- _Assignment_
What lines in the records below contain the string "Right"? Copy every one.

[Recorded data]
━━━━

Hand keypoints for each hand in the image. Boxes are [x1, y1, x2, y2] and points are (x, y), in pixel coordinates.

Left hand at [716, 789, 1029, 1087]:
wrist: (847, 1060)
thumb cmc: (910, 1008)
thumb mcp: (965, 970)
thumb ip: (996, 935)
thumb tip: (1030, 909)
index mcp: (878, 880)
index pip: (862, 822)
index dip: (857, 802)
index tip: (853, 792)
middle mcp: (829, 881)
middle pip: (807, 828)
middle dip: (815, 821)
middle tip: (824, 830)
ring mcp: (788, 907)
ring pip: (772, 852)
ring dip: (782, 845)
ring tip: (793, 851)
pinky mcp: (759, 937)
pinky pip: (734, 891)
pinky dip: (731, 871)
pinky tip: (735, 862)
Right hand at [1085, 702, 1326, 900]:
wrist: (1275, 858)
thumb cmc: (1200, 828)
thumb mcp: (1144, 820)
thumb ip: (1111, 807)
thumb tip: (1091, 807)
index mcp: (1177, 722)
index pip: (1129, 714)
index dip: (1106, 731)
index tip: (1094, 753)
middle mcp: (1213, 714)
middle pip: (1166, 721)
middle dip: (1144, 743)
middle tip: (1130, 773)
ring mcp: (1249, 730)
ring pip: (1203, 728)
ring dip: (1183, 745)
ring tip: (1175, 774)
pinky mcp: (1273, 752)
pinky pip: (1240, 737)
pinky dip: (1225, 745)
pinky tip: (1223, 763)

━━━━

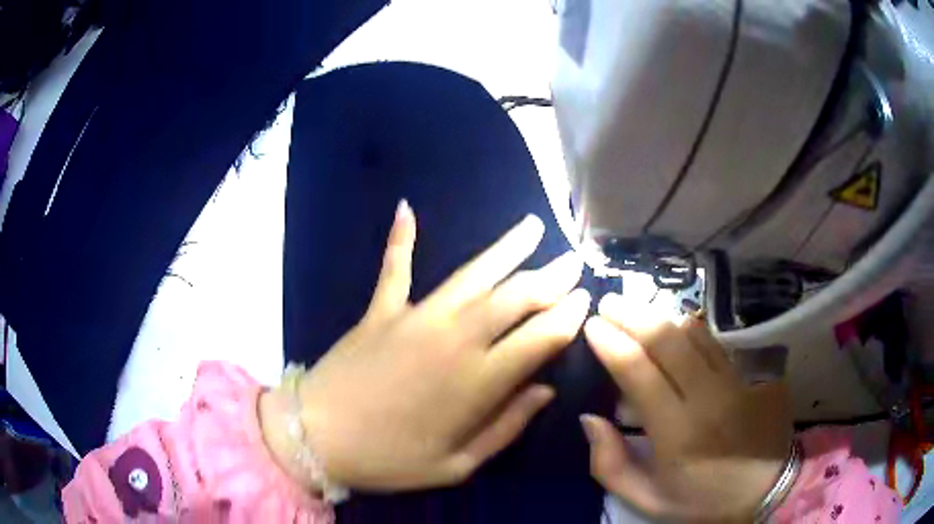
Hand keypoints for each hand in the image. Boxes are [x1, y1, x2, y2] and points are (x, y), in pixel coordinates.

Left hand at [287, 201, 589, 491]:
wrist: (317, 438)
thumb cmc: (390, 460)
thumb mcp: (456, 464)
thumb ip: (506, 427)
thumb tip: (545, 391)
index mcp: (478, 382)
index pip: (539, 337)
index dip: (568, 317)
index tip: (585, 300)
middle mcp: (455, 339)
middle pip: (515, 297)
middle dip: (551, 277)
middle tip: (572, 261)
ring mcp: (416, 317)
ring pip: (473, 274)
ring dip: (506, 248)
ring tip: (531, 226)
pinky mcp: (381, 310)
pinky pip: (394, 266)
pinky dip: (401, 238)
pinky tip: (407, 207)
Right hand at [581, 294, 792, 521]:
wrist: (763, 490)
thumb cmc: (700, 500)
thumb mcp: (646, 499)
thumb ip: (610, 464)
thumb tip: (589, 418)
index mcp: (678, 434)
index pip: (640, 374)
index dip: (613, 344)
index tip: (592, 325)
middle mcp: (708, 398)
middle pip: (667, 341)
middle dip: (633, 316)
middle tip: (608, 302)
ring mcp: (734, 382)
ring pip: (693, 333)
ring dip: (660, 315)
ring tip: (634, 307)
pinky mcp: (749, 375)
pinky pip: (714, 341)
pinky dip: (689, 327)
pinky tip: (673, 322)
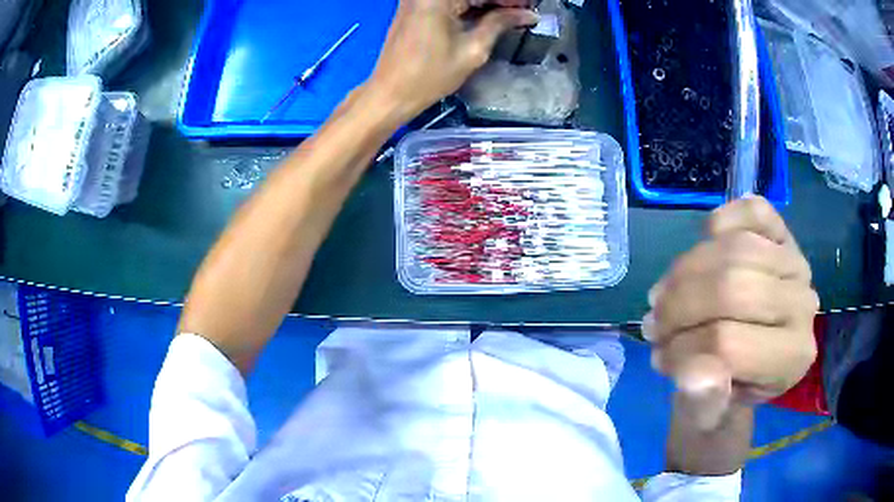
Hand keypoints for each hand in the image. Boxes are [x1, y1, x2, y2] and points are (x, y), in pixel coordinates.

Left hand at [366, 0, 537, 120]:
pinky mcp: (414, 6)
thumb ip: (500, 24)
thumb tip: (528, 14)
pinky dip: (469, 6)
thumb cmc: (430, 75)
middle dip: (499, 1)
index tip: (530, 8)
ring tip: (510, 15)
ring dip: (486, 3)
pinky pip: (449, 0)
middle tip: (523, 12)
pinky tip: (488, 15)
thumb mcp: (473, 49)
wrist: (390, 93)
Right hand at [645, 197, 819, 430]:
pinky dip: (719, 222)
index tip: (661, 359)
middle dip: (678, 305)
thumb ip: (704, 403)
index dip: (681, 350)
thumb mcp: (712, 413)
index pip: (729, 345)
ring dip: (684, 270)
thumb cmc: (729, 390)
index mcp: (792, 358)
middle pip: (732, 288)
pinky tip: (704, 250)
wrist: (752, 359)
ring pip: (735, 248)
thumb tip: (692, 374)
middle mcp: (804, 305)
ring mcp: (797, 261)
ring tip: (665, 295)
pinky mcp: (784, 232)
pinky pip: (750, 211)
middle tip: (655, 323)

━━━━

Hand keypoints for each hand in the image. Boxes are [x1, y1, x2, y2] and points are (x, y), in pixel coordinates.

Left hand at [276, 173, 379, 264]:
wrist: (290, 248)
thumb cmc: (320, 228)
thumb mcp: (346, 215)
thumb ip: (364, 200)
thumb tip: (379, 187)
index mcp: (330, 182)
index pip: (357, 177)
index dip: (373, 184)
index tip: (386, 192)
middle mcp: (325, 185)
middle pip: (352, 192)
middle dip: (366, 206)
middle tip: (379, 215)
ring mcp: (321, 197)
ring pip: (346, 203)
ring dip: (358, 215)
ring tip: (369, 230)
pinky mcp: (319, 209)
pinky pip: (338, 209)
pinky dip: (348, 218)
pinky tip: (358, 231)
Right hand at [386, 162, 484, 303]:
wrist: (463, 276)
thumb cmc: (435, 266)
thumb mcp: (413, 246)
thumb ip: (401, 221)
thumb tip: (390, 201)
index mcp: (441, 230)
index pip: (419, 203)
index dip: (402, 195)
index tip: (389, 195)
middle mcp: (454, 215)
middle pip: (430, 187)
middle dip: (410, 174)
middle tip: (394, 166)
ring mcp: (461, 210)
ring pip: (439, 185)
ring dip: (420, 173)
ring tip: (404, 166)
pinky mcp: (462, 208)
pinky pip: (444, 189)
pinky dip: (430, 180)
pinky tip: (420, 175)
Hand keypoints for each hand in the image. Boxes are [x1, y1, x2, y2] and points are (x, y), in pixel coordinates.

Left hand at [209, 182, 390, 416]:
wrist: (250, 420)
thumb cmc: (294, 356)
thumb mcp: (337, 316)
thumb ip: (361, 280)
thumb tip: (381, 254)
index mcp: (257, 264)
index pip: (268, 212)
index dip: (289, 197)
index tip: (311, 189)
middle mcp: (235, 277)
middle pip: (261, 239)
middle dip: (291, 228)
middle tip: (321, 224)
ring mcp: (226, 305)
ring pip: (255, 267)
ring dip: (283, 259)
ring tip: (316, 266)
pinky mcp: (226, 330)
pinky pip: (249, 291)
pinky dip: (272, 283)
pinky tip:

━━━━

- _Exercise answer_
Right hand at [1085, 702, 1326, 900]:
Right hand at [581, 294, 792, 521]:
Right hand at [645, 197, 819, 430]:
Right hand at [386, 162, 484, 303]:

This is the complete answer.